This vignette explores the vsoe (Vehicle Sequence of Events) data to visualize crash sequence patterns.
vsoe is one of three event-based data files, the
others being cevent and vevent.
According to the CRSS
Analytical User’s Manual, vevent “has the same data
elements as the cevent data file” plus “a data element
that records the sequential event number for each vehicle,” and the
vsoe file “has a subset of the data elements contained
in the Vevent data file (it is a simplified
vevent data file)” (p. 16). rfars
therefore omits cevent and vevent.
First we get one year of data, and filter to the southern region for simplicity.
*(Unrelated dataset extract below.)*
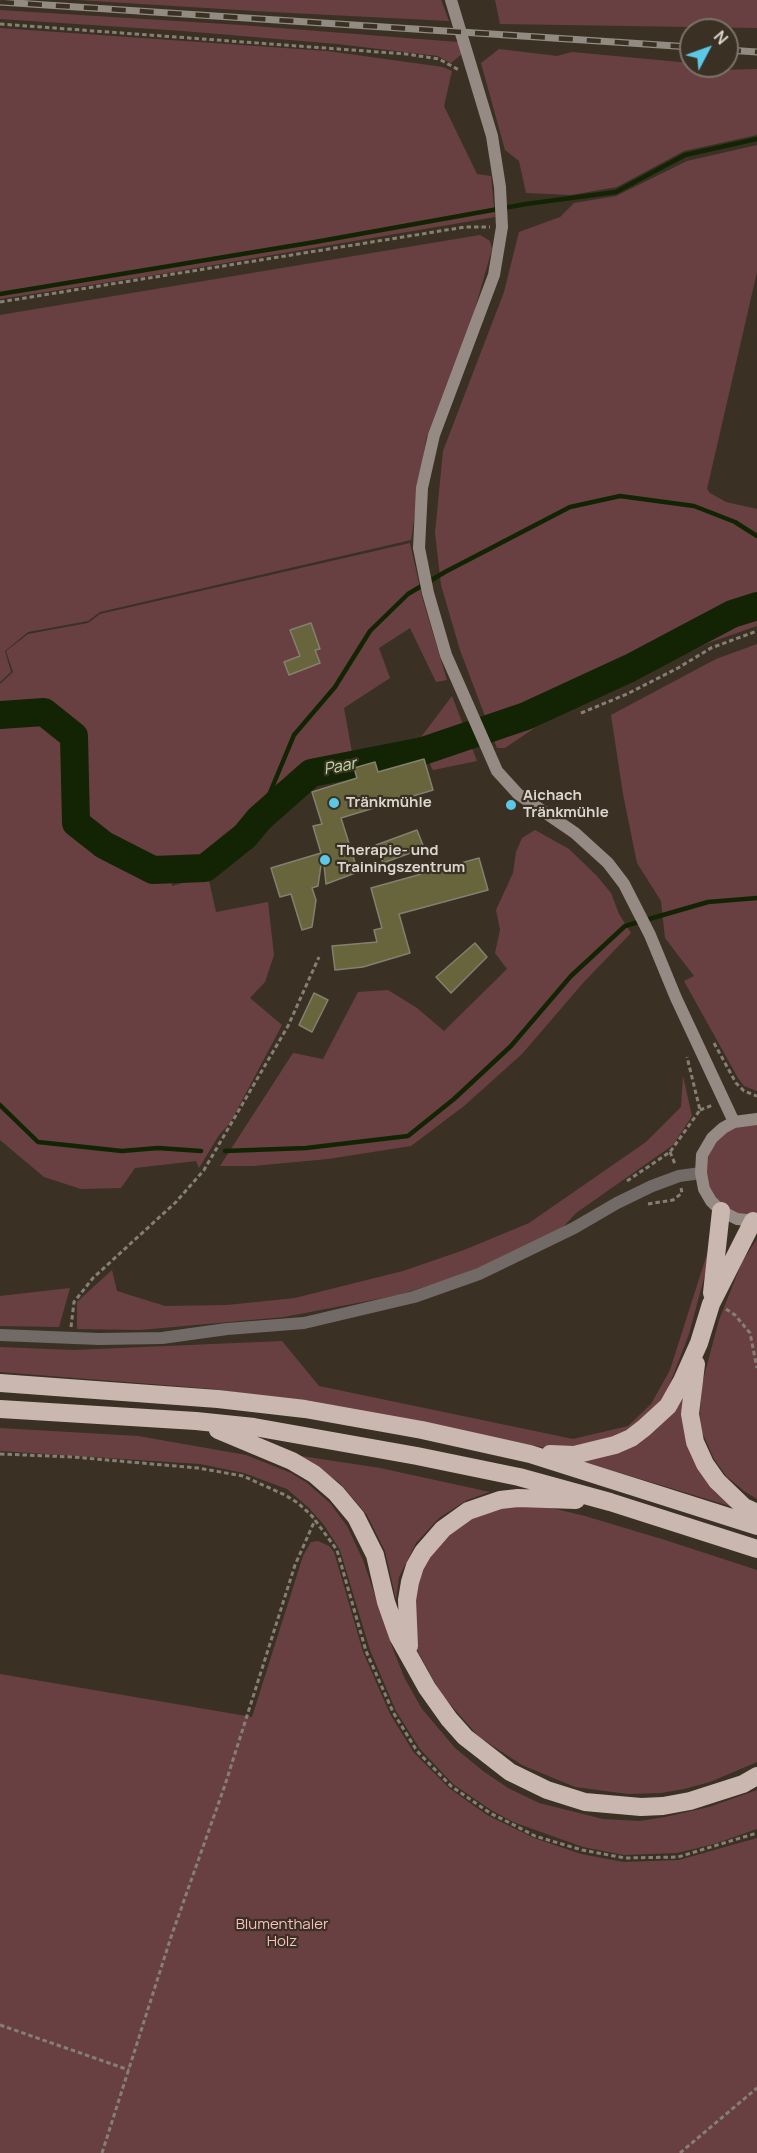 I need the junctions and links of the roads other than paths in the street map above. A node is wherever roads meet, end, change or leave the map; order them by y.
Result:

mydata <- rfars::get_gescrss(years=2021, regions = "s")
#>
#> ── Column specification ────────────────────────────────────────────────────────
#> cols(
#> .default = col_character(),
#> year = col_double(),
#> psu = col_double(),
#> psustrat = col_double(),
#> casenum = col_double(),
#> weight = col_double(),
#> id = col_double(),
#> veh_no = col_double(),
#> per_no = col_double(),
#> minute = col_double(),
#> mod_year = col_logical(),
#> model = col_double(),
#> peds = col_double(),
#> permvit = col_double(),
#> pernotmvit = col_double(),
#> psu_var = col_double(),
#> pvh_invl = col_double(),
#> str_veh = col_double(),
#> ve_forms = col_double(),
#> ve_total = col_double()
#> )
#> ℹ Use `spec()` for the full column specifications.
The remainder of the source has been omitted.